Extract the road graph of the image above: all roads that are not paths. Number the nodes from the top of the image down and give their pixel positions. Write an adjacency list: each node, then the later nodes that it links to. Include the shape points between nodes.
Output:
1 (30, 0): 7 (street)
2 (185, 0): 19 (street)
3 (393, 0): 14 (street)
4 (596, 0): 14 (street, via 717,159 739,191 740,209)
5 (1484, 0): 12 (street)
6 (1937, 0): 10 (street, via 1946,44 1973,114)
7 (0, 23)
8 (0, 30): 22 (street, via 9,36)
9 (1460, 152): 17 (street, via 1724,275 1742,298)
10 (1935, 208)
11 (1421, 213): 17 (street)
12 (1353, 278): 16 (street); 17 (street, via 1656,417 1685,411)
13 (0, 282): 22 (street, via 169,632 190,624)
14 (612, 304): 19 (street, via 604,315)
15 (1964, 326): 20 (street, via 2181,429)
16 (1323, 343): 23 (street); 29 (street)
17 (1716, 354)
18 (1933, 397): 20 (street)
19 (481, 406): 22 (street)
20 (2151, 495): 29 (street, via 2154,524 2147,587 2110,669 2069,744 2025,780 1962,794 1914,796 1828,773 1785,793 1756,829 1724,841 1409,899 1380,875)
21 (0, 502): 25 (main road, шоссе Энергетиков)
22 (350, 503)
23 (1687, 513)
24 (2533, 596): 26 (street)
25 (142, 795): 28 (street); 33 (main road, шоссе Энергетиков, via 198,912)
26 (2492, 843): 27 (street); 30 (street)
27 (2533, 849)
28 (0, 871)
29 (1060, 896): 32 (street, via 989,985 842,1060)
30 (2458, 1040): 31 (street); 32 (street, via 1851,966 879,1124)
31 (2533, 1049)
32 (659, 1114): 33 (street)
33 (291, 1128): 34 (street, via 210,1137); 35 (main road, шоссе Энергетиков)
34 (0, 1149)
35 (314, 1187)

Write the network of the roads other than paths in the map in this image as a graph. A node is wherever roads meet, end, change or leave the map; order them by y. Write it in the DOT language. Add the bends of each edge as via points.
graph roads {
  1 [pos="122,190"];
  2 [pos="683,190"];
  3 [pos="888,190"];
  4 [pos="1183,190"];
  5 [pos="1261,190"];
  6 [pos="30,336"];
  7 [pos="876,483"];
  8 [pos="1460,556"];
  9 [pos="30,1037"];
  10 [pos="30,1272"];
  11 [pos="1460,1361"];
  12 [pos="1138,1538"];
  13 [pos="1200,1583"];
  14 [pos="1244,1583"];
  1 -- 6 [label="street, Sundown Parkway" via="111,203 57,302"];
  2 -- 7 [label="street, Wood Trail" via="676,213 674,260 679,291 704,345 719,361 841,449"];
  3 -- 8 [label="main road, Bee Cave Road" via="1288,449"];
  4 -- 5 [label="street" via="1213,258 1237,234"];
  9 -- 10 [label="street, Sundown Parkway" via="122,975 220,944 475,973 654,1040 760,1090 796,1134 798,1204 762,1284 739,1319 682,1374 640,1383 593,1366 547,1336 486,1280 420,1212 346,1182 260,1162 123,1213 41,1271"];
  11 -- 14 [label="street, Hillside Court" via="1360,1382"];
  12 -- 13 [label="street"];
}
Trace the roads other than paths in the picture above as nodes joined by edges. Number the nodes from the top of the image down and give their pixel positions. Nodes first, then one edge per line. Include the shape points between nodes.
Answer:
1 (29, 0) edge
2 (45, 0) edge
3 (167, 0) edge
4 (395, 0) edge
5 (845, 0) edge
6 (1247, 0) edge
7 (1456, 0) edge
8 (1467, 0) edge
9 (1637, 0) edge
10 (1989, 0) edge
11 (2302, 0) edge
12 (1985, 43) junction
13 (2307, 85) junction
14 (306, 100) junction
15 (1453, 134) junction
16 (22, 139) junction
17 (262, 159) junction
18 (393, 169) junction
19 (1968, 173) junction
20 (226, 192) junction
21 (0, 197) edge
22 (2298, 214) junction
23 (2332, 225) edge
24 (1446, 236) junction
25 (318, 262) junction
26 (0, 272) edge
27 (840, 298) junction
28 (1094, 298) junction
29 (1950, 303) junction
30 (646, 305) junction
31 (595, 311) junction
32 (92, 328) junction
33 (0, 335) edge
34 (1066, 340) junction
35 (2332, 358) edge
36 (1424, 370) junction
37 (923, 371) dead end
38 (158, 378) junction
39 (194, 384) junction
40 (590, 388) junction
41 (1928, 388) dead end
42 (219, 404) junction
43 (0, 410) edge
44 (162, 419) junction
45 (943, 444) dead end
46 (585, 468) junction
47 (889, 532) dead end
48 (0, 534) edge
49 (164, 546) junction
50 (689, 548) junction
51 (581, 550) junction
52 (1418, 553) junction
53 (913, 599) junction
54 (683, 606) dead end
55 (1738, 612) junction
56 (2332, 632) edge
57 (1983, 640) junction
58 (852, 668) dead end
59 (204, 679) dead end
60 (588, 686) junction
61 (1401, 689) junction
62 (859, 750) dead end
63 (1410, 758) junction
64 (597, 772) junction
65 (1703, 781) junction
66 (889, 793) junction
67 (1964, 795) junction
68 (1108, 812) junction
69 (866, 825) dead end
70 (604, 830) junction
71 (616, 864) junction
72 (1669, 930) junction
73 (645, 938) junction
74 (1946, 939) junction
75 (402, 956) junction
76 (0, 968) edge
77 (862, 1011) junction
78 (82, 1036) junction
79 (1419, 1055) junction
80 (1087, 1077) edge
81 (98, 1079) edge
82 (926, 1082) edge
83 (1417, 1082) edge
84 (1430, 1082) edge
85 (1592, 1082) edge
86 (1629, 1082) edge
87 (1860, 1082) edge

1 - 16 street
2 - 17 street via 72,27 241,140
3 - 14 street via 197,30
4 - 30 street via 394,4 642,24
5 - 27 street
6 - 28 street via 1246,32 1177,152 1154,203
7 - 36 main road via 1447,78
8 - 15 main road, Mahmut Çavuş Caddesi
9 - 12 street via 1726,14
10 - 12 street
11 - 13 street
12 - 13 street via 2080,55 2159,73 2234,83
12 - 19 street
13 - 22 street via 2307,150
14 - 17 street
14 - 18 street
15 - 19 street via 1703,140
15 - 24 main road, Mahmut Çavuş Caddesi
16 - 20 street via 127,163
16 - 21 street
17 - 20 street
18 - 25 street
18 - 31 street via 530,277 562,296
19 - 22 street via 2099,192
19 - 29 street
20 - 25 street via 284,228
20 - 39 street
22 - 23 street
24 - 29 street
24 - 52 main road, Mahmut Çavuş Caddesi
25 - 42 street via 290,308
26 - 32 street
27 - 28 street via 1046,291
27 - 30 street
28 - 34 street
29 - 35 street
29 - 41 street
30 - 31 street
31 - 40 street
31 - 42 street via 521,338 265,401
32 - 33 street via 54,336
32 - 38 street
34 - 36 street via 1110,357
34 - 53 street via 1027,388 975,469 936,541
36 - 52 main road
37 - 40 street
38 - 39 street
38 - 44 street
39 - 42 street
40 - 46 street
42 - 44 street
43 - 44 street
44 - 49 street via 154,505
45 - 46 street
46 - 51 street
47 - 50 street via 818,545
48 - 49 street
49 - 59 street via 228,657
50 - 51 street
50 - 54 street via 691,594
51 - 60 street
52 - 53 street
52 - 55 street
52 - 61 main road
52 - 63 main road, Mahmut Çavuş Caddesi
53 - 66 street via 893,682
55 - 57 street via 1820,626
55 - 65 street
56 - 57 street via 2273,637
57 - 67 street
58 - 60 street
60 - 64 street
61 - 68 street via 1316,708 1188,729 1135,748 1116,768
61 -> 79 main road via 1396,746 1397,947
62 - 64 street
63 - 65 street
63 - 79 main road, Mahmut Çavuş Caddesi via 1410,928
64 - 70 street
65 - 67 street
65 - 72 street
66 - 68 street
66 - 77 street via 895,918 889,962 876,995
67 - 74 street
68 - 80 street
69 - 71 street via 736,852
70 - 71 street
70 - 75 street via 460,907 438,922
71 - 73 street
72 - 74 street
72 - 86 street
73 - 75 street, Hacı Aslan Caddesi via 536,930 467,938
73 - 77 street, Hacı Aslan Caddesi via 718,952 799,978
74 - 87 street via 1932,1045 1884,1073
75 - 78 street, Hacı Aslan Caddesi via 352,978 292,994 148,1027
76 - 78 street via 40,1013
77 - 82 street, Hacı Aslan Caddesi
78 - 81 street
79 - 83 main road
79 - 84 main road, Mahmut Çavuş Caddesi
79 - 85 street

━━━━━━━━

■ Your objective ■
Select and copy each line from the data that includes the word "paths".

■ Answer area ■
Extract the road graph of the image above: all roads that are not paths. Number the nodes from the top of the image down and give their pixel positions. Write an adjacency list: each node, then the later nodes that it links to. Include the shape points between nodes.
Write the network of the roads other than paths in the map in this image as a graph. A node is wherever roads meet, end, change or leave the map; order them by y. Write it in the DOT language. Add the bends of each edge as via points.
Trace the roads other than paths in the picture above as nodes joined by edges. Number the nodes from the top of the image down and give their pixel positions. Nodes first, then one edge per line. Include the shape points between nodes.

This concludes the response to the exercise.